▸ WHAT TO WORK ON
Repeat the data word for word, excluding every picture.

▸ EXTRACTED MATERIAL
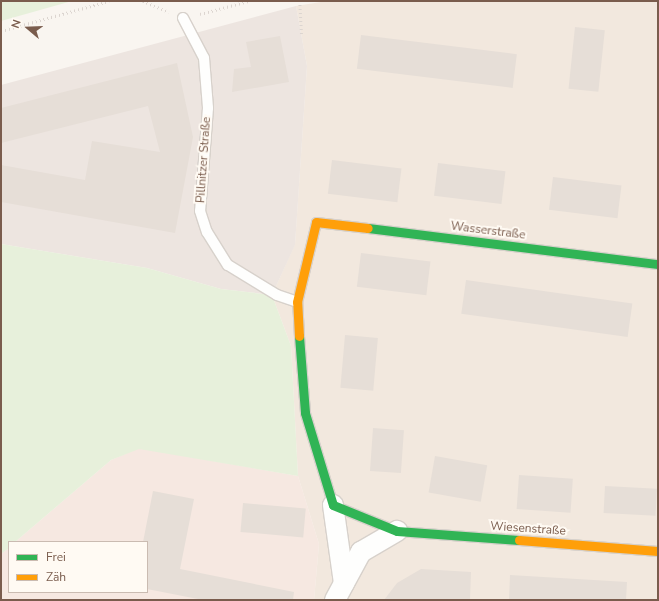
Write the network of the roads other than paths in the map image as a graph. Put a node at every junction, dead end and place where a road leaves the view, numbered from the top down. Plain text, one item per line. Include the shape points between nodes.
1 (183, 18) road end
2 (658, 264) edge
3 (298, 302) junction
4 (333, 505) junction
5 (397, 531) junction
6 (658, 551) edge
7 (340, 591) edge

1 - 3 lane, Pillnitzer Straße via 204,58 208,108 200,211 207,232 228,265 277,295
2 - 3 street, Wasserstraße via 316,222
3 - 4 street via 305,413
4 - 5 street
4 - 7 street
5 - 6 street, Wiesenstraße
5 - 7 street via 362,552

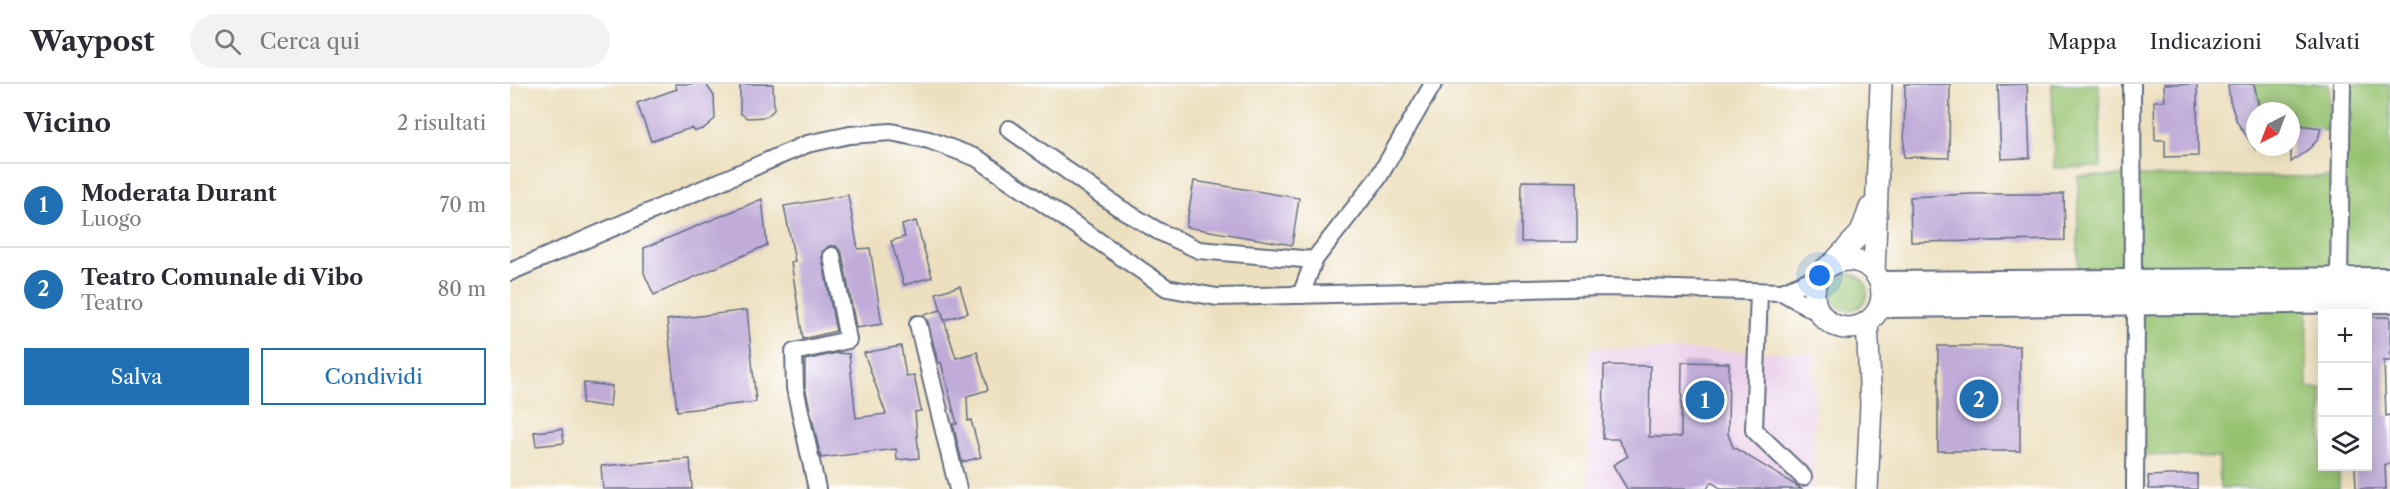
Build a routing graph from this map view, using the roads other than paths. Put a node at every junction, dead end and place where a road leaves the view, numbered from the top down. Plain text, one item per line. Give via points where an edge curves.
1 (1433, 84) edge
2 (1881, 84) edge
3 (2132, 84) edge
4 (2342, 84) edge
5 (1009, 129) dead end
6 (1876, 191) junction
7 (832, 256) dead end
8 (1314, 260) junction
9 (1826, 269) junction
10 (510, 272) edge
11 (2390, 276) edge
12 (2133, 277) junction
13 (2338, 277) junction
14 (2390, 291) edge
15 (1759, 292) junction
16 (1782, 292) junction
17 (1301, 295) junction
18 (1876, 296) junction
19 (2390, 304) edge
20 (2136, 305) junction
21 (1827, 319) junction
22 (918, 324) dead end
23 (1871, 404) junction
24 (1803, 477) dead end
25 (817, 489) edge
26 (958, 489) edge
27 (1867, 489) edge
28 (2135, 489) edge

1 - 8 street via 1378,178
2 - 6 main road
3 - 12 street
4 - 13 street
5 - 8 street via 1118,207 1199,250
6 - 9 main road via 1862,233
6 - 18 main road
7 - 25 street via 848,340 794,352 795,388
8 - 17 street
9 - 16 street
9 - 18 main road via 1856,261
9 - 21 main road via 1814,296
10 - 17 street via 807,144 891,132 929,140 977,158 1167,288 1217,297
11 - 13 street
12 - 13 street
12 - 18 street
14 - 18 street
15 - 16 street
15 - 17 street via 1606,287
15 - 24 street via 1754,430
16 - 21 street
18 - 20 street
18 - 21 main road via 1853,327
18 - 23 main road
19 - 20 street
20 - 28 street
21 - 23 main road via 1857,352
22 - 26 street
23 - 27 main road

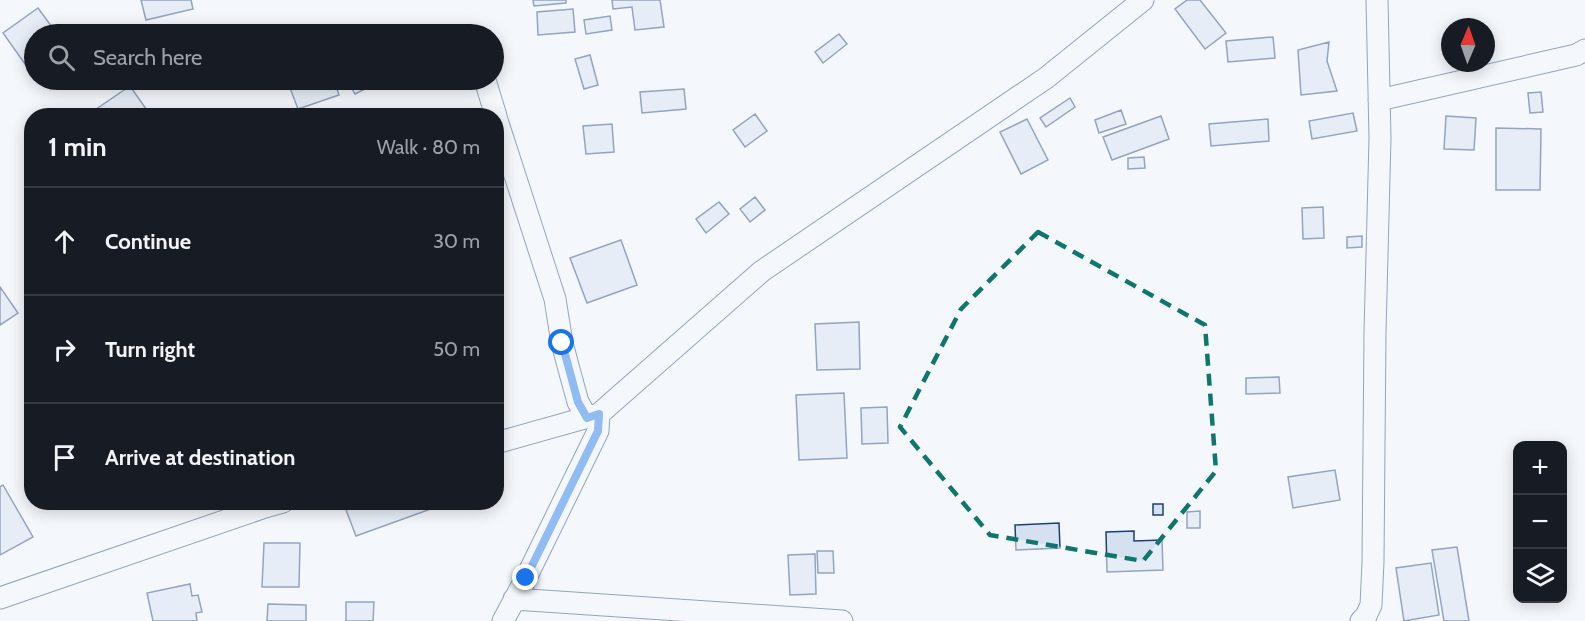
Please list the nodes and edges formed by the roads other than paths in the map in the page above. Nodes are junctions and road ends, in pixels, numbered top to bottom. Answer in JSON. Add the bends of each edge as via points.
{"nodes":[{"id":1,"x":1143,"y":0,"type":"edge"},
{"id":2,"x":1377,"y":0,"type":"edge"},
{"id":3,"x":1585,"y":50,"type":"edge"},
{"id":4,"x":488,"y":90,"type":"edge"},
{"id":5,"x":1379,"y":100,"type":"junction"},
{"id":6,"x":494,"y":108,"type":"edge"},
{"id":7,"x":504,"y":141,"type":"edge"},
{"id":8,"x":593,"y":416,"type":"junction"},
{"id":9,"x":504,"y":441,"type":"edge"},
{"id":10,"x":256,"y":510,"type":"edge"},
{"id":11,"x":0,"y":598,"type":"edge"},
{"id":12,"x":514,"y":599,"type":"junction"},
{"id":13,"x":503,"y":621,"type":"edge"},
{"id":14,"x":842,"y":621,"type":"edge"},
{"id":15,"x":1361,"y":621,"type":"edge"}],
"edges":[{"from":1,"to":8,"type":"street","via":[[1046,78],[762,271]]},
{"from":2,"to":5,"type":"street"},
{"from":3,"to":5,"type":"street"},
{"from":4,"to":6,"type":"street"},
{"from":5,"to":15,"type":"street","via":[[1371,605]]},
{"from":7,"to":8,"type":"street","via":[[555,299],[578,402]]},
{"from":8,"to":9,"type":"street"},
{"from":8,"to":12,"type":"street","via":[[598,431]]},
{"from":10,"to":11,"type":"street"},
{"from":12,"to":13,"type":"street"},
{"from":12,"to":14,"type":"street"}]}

▸ ANSWER TO THIS EXERCISE
Write the network of the roads other than paths in the map image as a graph. Put a node at every junction, dead end and place where a road leaves the view, numbered from the top down. Plain text, one item per line. Include the shape points between nodes.
1 (183, 18) road end
2 (658, 264) edge
3 (298, 302) junction
4 (333, 505) junction
5 (397, 531) junction
6 (658, 551) edge
7 (340, 591) edge

1 - 3 lane, Pillnitzer Straße via 204,58 208,108 200,211 207,232 228,265 277,295
2 - 3 street, Wasserstraße via 316,222
3 - 4 street via 305,413
4 - 5 street
4 - 7 street
5 - 6 street, Wiesenstraße
5 - 7 street via 362,552

Build a routing graph from this map view, using the roads other than paths. Put a node at every junction, dead end and place where a road leaves the view, numbered from the top down. Plain text, one item per line. Give via points where an edge curves.
1 (1433, 84) edge
2 (1881, 84) edge
3 (2132, 84) edge
4 (2342, 84) edge
5 (1009, 129) dead end
6 (1876, 191) junction
7 (832, 256) dead end
8 (1314, 260) junction
9 (1826, 269) junction
10 (510, 272) edge
11 (2390, 276) edge
12 (2133, 277) junction
13 (2338, 277) junction
14 (2390, 291) edge
15 (1759, 292) junction
16 (1782, 292) junction
17 (1301, 295) junction
18 (1876, 296) junction
19 (2390, 304) edge
20 (2136, 305) junction
21 (1827, 319) junction
22 (918, 324) dead end
23 (1871, 404) junction
24 (1803, 477) dead end
25 (817, 489) edge
26 (958, 489) edge
27 (1867, 489) edge
28 (2135, 489) edge

1 - 8 street via 1378,178
2 - 6 main road
3 - 12 street
4 - 13 street
5 - 8 street via 1118,207 1199,250
6 - 9 main road via 1862,233
6 - 18 main road
7 - 25 street via 848,340 794,352 795,388
8 - 17 street
9 - 16 street
9 - 18 main road via 1856,261
9 - 21 main road via 1814,296
10 - 17 street via 807,144 891,132 929,140 977,158 1167,288 1217,297
11 - 13 street
12 - 13 street
12 - 18 street
14 - 18 street
15 - 16 street
15 - 17 street via 1606,287
15 - 24 street via 1754,430
16 - 21 street
18 - 20 street
18 - 21 main road via 1853,327
18 - 23 main road
19 - 20 street
20 - 28 street
21 - 23 main road via 1857,352
22 - 26 street
23 - 27 main road

Please list the nodes and edges formed by the roads other than paths in the map in the page above. Nodes are junctions and road ends, in pixels, numbered top to bottom. Answer in JSON. Add the bends of each edge as via points.
{"nodes":[{"id":1,"x":1143,"y":0,"type":"edge"},
{"id":2,"x":1377,"y":0,"type":"edge"},
{"id":3,"x":1585,"y":50,"type":"edge"},
{"id":4,"x":488,"y":90,"type":"edge"},
{"id":5,"x":1379,"y":100,"type":"junction"},
{"id":6,"x":494,"y":108,"type":"edge"},
{"id":7,"x":504,"y":141,"type":"edge"},
{"id":8,"x":593,"y":416,"type":"junction"},
{"id":9,"x":504,"y":441,"type":"edge"},
{"id":10,"x":256,"y":510,"type":"edge"},
{"id":11,"x":0,"y":598,"type":"edge"},
{"id":12,"x":514,"y":599,"type":"junction"},
{"id":13,"x":503,"y":621,"type":"edge"},
{"id":14,"x":842,"y":621,"type":"edge"},
{"id":15,"x":1361,"y":621,"type":"edge"}],
"edges":[{"from":1,"to":8,"type":"street","via":[[1046,78],[762,271]]},
{"from":2,"to":5,"type":"street"},
{"from":3,"to":5,"type":"street"},
{"from":4,"to":6,"type":"street"},
{"from":5,"to":15,"type":"street","via":[[1371,605]]},
{"from":7,"to":8,"type":"street","via":[[555,299],[578,402]]},
{"from":8,"to":9,"type":"street"},
{"from":8,"to":12,"type":"street","via":[[598,431]]},
{"from":10,"to":11,"type":"street"},
{"from":12,"to":13,"type":"street"},
{"from":12,"to":14,"type":"street"}]}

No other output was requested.